Brief: Go through the records, and copy each line in which the string "Dickens" is present.

(Material for this task Opens)

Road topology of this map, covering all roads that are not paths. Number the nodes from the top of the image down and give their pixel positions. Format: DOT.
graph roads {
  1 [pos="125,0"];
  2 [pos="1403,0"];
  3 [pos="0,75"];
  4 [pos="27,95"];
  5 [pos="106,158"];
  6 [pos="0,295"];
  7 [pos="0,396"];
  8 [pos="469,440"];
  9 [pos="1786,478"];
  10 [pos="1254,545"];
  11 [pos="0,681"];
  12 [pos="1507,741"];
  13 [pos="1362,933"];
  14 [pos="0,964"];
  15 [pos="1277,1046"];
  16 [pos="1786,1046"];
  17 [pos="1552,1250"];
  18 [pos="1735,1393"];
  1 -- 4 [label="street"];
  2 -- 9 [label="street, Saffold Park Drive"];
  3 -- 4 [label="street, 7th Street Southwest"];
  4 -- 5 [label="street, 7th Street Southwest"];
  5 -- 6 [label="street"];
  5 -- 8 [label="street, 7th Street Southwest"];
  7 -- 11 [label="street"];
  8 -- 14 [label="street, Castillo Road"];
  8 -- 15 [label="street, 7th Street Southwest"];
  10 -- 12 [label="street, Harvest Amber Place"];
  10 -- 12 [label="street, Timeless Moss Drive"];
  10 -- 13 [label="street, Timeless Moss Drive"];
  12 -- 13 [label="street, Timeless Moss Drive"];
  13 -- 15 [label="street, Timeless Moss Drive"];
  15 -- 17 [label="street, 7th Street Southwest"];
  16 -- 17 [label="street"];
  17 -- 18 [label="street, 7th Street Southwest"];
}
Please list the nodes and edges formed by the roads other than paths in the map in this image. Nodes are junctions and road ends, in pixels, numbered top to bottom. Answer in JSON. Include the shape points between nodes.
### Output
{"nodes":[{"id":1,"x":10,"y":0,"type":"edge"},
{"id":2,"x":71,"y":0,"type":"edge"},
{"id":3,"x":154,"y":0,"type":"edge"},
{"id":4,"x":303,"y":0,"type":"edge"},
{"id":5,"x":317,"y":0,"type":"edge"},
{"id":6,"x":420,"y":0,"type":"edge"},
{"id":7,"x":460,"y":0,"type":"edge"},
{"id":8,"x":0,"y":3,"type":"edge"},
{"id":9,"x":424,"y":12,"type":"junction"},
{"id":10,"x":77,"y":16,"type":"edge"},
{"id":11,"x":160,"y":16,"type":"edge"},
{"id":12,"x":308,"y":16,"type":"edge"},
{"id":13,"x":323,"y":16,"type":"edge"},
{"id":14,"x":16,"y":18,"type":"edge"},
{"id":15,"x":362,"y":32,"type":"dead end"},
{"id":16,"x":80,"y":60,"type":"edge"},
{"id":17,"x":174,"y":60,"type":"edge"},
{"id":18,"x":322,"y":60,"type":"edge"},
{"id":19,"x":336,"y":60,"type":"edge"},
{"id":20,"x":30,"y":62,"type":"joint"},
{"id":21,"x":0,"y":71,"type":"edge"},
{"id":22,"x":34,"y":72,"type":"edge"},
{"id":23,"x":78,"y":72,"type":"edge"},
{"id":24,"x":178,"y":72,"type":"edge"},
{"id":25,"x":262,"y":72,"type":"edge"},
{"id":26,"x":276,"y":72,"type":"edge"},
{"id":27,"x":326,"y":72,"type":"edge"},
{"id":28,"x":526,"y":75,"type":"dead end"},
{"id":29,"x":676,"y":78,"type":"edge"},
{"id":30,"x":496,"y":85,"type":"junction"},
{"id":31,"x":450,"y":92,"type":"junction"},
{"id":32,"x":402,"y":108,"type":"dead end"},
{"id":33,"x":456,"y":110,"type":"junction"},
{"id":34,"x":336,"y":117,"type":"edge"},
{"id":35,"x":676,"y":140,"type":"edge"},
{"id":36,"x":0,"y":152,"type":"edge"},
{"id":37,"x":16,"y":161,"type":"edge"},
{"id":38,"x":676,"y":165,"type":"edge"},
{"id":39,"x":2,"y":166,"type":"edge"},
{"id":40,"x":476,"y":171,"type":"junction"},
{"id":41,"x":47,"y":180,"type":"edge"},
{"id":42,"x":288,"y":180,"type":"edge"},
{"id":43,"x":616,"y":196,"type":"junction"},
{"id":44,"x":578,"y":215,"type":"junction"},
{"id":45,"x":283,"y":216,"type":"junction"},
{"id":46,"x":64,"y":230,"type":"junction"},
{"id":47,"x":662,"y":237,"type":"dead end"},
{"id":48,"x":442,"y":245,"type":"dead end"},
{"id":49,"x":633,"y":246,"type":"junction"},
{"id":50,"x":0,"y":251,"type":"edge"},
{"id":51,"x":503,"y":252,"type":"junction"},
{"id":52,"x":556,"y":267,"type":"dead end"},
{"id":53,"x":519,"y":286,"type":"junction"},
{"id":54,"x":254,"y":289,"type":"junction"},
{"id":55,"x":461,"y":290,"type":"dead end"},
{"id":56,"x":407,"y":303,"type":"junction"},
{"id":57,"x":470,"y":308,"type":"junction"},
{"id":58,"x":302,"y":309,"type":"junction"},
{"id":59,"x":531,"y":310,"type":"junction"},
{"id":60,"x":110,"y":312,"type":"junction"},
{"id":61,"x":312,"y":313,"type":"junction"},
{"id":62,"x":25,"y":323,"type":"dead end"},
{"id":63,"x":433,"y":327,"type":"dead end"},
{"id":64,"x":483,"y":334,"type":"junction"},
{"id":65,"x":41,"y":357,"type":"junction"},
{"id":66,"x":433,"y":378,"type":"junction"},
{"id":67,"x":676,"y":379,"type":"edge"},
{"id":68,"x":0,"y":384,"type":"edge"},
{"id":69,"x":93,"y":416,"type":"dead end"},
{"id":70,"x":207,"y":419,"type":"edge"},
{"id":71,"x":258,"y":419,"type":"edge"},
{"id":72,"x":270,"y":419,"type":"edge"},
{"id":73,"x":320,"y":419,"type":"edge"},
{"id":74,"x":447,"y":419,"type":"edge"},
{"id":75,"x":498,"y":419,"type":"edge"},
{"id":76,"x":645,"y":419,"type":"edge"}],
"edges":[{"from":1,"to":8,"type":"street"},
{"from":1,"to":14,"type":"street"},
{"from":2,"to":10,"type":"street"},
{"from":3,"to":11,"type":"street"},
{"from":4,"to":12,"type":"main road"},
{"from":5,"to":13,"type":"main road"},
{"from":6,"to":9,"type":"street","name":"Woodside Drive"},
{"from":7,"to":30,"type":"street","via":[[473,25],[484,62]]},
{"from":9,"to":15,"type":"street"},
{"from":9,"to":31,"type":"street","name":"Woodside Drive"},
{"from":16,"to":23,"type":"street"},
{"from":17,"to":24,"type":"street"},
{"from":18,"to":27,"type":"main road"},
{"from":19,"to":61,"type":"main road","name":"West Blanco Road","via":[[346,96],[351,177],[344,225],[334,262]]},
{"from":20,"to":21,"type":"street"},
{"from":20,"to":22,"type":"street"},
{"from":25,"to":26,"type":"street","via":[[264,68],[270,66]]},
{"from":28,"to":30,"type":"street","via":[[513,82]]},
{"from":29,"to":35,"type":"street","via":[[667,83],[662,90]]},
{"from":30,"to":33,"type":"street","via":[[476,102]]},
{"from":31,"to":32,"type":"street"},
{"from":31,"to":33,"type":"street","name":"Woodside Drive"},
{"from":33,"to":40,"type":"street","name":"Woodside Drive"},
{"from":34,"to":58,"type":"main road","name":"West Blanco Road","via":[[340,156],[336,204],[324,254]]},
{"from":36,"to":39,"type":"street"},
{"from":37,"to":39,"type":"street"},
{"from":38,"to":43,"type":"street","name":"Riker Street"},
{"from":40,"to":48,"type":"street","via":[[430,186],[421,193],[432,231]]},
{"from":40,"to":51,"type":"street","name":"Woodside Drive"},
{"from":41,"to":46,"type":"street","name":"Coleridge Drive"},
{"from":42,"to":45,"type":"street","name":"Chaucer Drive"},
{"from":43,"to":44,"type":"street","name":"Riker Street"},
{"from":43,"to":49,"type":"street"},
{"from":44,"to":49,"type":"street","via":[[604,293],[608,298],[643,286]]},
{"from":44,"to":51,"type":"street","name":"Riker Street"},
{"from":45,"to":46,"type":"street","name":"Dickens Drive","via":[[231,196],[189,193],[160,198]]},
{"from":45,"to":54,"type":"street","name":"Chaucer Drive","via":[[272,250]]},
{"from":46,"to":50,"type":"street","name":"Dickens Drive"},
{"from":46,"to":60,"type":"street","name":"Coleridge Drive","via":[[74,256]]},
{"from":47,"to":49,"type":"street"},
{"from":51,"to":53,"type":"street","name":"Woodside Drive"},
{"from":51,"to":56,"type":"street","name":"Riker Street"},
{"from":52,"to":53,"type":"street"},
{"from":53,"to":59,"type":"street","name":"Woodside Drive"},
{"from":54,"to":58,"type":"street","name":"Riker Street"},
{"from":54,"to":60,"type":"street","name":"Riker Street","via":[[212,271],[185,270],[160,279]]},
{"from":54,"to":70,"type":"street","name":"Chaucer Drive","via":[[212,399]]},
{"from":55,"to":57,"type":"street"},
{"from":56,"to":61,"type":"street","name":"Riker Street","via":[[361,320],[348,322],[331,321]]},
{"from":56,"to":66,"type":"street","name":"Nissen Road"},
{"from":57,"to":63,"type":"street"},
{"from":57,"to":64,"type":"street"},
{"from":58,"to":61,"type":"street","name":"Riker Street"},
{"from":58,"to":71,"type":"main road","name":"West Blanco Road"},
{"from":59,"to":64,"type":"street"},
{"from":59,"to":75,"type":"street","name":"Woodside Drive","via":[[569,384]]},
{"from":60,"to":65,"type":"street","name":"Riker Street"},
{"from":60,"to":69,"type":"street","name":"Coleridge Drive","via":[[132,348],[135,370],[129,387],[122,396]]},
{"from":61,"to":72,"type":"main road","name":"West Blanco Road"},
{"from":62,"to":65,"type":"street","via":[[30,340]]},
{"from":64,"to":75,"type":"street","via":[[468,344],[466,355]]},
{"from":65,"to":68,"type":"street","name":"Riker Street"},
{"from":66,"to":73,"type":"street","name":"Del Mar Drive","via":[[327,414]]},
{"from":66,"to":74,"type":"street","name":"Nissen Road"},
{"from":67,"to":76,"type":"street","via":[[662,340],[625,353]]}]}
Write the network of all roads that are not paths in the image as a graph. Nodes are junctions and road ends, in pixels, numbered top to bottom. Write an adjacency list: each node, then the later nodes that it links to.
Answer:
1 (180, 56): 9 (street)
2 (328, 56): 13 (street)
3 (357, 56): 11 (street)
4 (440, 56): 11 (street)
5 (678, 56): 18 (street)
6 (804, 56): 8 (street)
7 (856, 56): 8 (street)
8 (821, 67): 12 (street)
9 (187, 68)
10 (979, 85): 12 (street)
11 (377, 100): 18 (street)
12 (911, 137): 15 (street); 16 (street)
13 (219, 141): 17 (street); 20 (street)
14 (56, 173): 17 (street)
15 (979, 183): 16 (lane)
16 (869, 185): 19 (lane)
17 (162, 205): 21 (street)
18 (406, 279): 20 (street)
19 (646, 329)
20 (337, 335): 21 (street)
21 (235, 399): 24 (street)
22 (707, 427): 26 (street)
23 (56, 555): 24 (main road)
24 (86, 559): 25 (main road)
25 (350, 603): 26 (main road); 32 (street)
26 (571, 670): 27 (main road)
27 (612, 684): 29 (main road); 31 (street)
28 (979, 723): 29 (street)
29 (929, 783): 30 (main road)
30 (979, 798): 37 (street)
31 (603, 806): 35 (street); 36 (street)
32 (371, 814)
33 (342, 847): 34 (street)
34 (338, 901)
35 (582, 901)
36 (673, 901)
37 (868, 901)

(Material for this task Closes)

Answer space:
{"from":45,"to":46,"type":"street","name":"Dickens Drive","via":[[231,196],[189,193],[160,198]]},
{"from":46,"to":50,"type":"street","name":"Dickens Drive"},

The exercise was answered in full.